3267 ff. Justinian II is described by Gibbon as a cruel tyrant, whose deposition by Leontius was fully deserved, and who, when restored by the help of Terbelis, took a ferocious vengeance on his opponents: ‘during the six years of his new reign, he considered the axe, the cord, and the rack as the only instruments of royalty.’ Nothing apparently could be less appropriate than the epithet ‘pietous,’ which Gower bestows upon him.
3295 ff. This again was a very common story: cp. Gesta Romanorum, 48 (ed. Oesterley). Hoccleve tells it with a reference to Orosius, Regement of Princes, 3004 ff. Gower probably had it from Godfrey of Viterbo, Pantheon, p. 181 (ed. 1584), where Berillus is given for Perillus, as in our text. He takes ‘Phalaris Siculus’ as the tyrant’s name, and shortens it to Siculus.
3302. I take the preceding three lines as a parenthesis, and this as following l. 3298.
3341. ‘Dionys’ is a mistake for Diomede, or rather Diomedes is confused with the tyrant Dionysius.

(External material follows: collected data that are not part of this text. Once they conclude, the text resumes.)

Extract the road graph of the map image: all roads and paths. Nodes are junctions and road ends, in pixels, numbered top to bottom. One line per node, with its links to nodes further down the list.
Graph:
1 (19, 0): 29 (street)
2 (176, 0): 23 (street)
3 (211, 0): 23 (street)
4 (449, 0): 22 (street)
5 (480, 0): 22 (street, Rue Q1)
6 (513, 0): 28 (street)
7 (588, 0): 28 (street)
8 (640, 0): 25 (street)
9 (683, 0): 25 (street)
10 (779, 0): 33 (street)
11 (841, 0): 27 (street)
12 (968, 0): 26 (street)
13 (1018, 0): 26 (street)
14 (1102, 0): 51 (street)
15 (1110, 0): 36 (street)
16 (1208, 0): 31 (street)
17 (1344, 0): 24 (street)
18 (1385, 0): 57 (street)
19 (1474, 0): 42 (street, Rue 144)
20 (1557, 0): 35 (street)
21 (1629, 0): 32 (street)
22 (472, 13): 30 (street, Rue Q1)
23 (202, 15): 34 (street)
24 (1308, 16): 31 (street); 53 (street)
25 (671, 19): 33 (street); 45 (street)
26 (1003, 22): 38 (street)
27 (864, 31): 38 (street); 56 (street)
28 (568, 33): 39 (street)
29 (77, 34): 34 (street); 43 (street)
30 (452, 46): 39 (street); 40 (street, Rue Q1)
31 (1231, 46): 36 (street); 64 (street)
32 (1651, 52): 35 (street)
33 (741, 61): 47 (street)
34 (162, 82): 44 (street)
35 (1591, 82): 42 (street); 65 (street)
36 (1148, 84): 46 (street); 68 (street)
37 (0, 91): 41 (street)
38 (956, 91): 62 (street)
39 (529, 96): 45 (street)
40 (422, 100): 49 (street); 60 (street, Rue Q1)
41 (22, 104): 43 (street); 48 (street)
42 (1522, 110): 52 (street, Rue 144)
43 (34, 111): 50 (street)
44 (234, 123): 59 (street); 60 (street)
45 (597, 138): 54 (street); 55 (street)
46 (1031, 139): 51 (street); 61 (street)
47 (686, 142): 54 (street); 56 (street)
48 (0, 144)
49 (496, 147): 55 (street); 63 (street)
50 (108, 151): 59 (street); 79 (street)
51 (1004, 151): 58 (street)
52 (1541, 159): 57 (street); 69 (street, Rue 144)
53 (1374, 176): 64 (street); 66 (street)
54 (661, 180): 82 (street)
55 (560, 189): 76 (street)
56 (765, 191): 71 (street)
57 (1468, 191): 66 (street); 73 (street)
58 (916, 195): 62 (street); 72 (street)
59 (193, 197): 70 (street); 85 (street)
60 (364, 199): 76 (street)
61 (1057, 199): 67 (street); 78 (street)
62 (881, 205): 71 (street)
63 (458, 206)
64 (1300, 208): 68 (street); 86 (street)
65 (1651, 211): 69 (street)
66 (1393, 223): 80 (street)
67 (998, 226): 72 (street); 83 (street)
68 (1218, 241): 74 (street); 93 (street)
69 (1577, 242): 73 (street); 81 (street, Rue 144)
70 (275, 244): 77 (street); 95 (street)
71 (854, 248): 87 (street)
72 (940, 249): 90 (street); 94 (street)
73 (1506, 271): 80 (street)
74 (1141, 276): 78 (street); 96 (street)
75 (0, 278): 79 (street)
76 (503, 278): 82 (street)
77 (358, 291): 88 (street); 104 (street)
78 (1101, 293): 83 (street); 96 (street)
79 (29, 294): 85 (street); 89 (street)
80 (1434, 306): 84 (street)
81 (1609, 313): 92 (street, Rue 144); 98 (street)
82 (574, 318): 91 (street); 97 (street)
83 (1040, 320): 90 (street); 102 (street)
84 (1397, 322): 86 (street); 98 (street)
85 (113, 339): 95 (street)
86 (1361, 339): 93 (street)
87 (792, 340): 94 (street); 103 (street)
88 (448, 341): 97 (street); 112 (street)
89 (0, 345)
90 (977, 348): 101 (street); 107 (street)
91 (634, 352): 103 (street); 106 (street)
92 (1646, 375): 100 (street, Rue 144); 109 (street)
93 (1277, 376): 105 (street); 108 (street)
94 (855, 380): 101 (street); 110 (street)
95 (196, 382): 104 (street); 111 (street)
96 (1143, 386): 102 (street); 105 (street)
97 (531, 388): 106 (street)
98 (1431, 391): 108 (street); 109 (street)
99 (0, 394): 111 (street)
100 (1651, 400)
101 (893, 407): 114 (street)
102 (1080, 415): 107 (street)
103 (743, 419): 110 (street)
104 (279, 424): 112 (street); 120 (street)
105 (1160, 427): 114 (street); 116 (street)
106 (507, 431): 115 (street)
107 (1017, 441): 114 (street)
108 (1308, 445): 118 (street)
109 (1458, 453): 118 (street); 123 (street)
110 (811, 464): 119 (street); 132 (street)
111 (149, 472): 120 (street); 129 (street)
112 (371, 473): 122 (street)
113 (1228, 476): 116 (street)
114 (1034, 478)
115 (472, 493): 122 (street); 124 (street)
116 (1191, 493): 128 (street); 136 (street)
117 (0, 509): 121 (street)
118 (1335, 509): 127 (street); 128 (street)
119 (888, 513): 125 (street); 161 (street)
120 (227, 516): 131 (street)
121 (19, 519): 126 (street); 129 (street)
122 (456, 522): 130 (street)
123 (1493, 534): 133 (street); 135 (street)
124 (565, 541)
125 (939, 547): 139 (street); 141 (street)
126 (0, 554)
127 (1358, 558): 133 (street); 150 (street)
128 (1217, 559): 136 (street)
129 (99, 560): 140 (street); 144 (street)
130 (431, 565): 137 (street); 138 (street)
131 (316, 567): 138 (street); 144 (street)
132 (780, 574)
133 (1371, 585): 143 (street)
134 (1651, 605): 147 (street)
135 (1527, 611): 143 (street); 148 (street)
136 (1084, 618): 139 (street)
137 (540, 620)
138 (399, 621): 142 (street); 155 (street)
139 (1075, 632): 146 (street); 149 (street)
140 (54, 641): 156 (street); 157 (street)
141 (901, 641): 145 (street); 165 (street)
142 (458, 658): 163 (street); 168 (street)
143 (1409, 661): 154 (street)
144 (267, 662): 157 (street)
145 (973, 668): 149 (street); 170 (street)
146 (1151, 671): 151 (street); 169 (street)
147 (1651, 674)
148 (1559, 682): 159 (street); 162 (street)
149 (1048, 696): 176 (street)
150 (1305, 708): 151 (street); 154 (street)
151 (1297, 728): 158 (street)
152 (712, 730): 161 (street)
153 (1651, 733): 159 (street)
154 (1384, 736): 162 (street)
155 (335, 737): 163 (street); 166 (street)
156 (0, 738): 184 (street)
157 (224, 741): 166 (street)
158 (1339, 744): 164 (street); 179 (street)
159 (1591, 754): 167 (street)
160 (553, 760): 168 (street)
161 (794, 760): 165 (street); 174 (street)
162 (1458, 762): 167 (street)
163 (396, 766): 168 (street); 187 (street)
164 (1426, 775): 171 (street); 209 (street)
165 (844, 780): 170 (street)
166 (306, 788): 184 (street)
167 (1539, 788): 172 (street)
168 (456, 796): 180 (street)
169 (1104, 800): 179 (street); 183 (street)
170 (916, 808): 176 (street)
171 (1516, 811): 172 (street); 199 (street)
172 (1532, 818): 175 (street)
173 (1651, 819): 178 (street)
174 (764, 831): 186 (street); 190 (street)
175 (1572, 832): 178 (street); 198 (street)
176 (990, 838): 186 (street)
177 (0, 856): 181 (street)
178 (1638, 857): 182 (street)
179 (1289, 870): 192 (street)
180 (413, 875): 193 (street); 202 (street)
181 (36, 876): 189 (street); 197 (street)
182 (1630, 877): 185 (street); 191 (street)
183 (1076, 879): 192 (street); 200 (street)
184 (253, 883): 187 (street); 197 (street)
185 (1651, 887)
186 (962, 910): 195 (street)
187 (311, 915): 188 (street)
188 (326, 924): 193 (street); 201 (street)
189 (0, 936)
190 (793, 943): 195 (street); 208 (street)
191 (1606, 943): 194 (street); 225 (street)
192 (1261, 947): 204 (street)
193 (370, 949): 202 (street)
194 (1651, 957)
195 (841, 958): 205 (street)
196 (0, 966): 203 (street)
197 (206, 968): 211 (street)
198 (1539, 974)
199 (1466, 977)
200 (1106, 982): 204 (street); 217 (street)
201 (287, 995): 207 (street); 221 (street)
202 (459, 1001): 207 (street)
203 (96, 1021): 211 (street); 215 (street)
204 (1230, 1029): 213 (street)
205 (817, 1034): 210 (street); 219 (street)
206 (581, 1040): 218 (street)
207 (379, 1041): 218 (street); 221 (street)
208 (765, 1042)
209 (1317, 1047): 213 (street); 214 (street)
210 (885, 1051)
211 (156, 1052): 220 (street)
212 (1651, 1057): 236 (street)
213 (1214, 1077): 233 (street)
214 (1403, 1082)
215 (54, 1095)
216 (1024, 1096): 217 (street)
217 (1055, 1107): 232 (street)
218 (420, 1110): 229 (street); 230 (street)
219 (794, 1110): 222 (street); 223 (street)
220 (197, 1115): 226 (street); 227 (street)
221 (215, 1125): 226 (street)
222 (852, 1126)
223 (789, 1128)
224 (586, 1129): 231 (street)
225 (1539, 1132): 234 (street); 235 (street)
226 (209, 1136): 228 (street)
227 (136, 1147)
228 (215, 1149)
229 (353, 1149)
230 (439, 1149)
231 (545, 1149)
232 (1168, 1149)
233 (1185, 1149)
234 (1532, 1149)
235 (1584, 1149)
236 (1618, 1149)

3355 ff. Cp. Ovid, Metam. i. 221 ff.
3359. With othre men, i. e. ‘by other men’: cp. viii. 2553.
3387 ff. This characteristic of the lion is mentioned by Brunetto Latini, Trésor, p. 224.
3417 ff. This story is told much as it appears in Justin, Epit. i. 8, and Orosius, Hist. ii. 7, but the name Spertachus (Spartachus) is apparently from Peter Comestor (Migne, Patrol.. vol. 198, p. 1471), who gives this as the name of Cyrus in his boyhood. The same authority may have supplied the name ‘Marsagete,’ for the histories named above call Thamyris only ‘queen of the Scythians’; but Comestor omits the details of the story.
3207* ff. The tale of the Jew and the Pagan is from the Secretum Secretorum, where it is told as a warning against trusting those who are not of our faith. The differences are mainly as follows. No names of places are mentioned in the original; the ‘pagan’ is called ‘magus orientalis,’ and he rides a mule: the Jew is without provisions, and the Magian feeds him as well as allowing him to ride: the Jew is found not dead but thrown from the mule, with a broken leg and other injuries—there is no mention of a lion except in the entreaties of the Magian, ‘noli me derelinquere in deserto, ne forte interficiar a leonibus.’ The Magian is about to leave him to die, but the Jew pleads that he has acted only in accordance with his own law, and again appeals to the Magian to show him the mercy which his religion enjoins. Finally the Magian carries him away and delivers him safely to his own people. Probably our author thought that this form of the story unduly sacrificed justice to mercy, and therefore he killed his Jew outright.